Reframing the Applications Development Portfolio

Professor Michael Earl

Centre for the Network Economy

CNE WP08/2002

Integrating Business and IT Strategy

Reframing the Applications Development Portfolio

Michael Earl

London Business School

One obvious effect of e-commerce has been a reassessment of both the process and content of respectively competitive strategy and IT strategy. In the e-commerce space, especially in pure play Internet businesses, both these strategy domains seem to be enacted as one, with an emphasis on strategy-making by teamwork and strategy implementation through rolling plans (Earl and Khan). More widely, it can be argued that to have business strategy separate from an IT strategy is folly (Earl 2000). Not only do we need to ensure we are developing IT applications and building IT infrastructures to support the current business strategy; we also should be re-examining how the business strategy should change because of the threats and opportunities presented by IT – either in the way we do business or in the business positioning we choose. In other words (fig 1), IT both shapes and supports business strategy.

Fig.1: The IT-Business Strategy Connections

Whether firms choose to integrate their formal business and IT strategies or not, they certainly need to integrate their business and IT thinking. We know that there are several methods, styles or processes that firms adopt in strategy-making (Mintzberg, Earl 1993, Segars and Grover) and some are more likely to achieve such integration than others. So one practical means of ensuring a degree of integration takes place is to devise and use a tool for either assessing an application development portfolio ex ante or reassessing it ex post – or both. In other words, the framework I will propose can be seen as a planning tool or as an audit tool. I call it the T-Portfolio.

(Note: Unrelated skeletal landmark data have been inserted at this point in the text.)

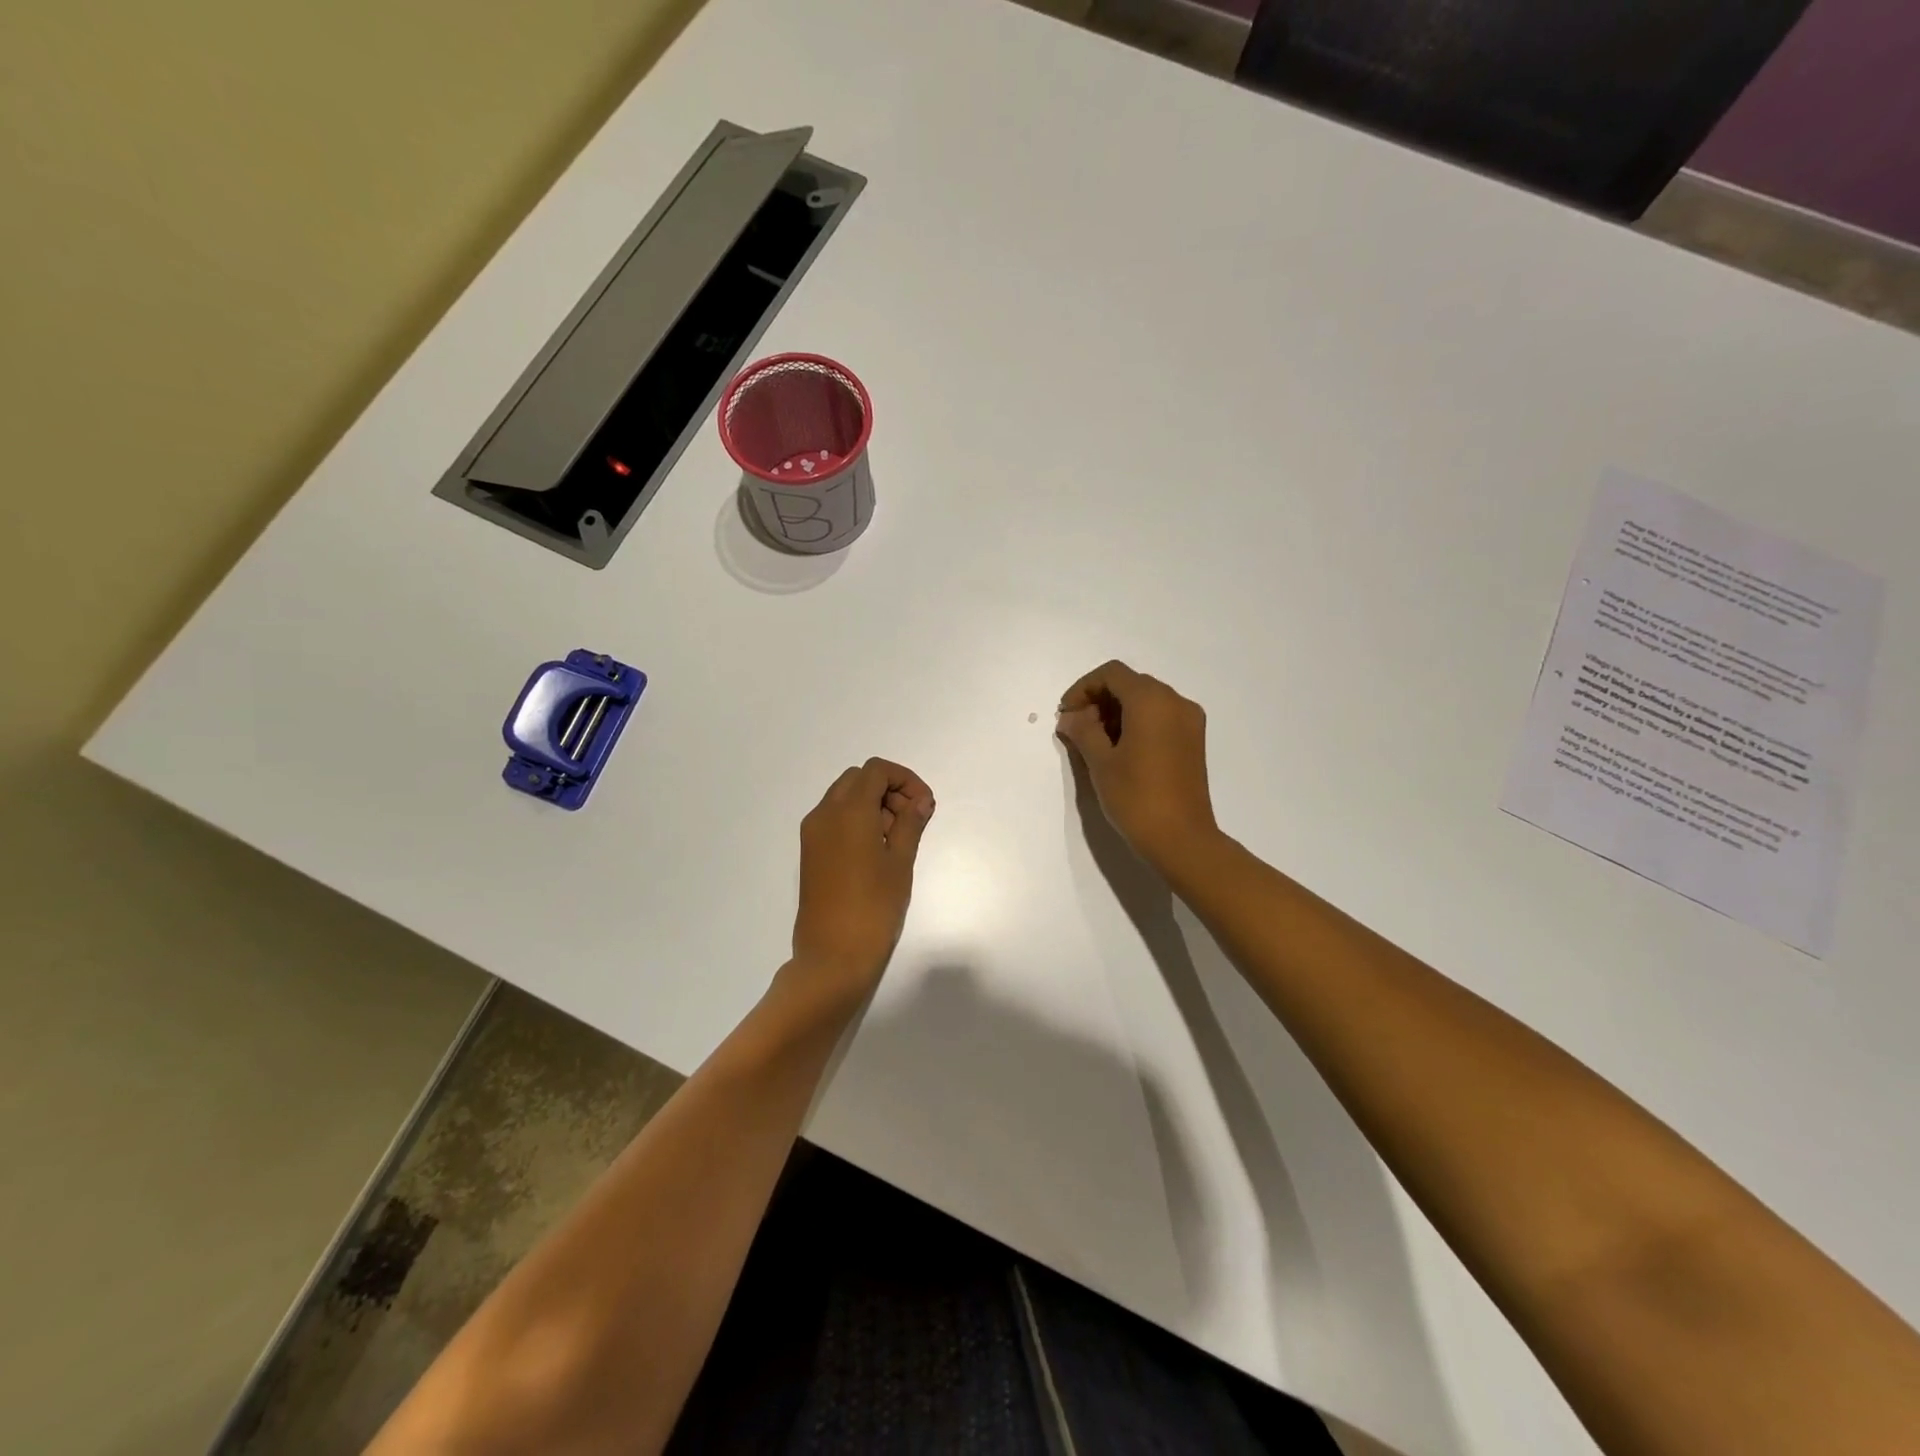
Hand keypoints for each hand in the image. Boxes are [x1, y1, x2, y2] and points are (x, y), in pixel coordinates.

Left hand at [789, 758, 935, 1001]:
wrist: (832, 955)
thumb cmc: (874, 907)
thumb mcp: (900, 862)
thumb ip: (911, 823)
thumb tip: (920, 800)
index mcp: (848, 811)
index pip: (877, 771)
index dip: (905, 780)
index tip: (924, 805)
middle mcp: (824, 814)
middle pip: (858, 779)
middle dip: (888, 790)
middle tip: (912, 820)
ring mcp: (812, 833)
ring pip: (844, 798)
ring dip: (872, 804)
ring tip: (897, 839)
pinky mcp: (809, 852)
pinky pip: (834, 819)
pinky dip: (856, 821)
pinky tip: (876, 851)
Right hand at [1057, 661, 1217, 871]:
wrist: (1182, 839)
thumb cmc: (1136, 797)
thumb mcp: (1100, 762)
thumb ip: (1082, 731)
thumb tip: (1070, 717)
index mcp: (1151, 700)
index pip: (1111, 674)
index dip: (1083, 688)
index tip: (1066, 715)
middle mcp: (1175, 702)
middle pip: (1131, 684)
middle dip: (1099, 700)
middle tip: (1077, 729)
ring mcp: (1189, 721)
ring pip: (1147, 700)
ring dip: (1117, 712)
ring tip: (1096, 742)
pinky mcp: (1194, 740)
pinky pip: (1161, 717)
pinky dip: (1137, 723)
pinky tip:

The underlying premise of the T-Portfolio is that at all times, firms are competing on two time horizons. They are very much engaged in daily battles for, and current initiatives in, the present. Indeed, several theories and models of competitive strategy, for example, the work of Porter (1980), are principally oriented towards visible and tangible timeframes. Likewise, as IT has evolved to the point where infrastructure and applications underpin business operations there has to be a focus on the present and near-term in IT Strategy as well.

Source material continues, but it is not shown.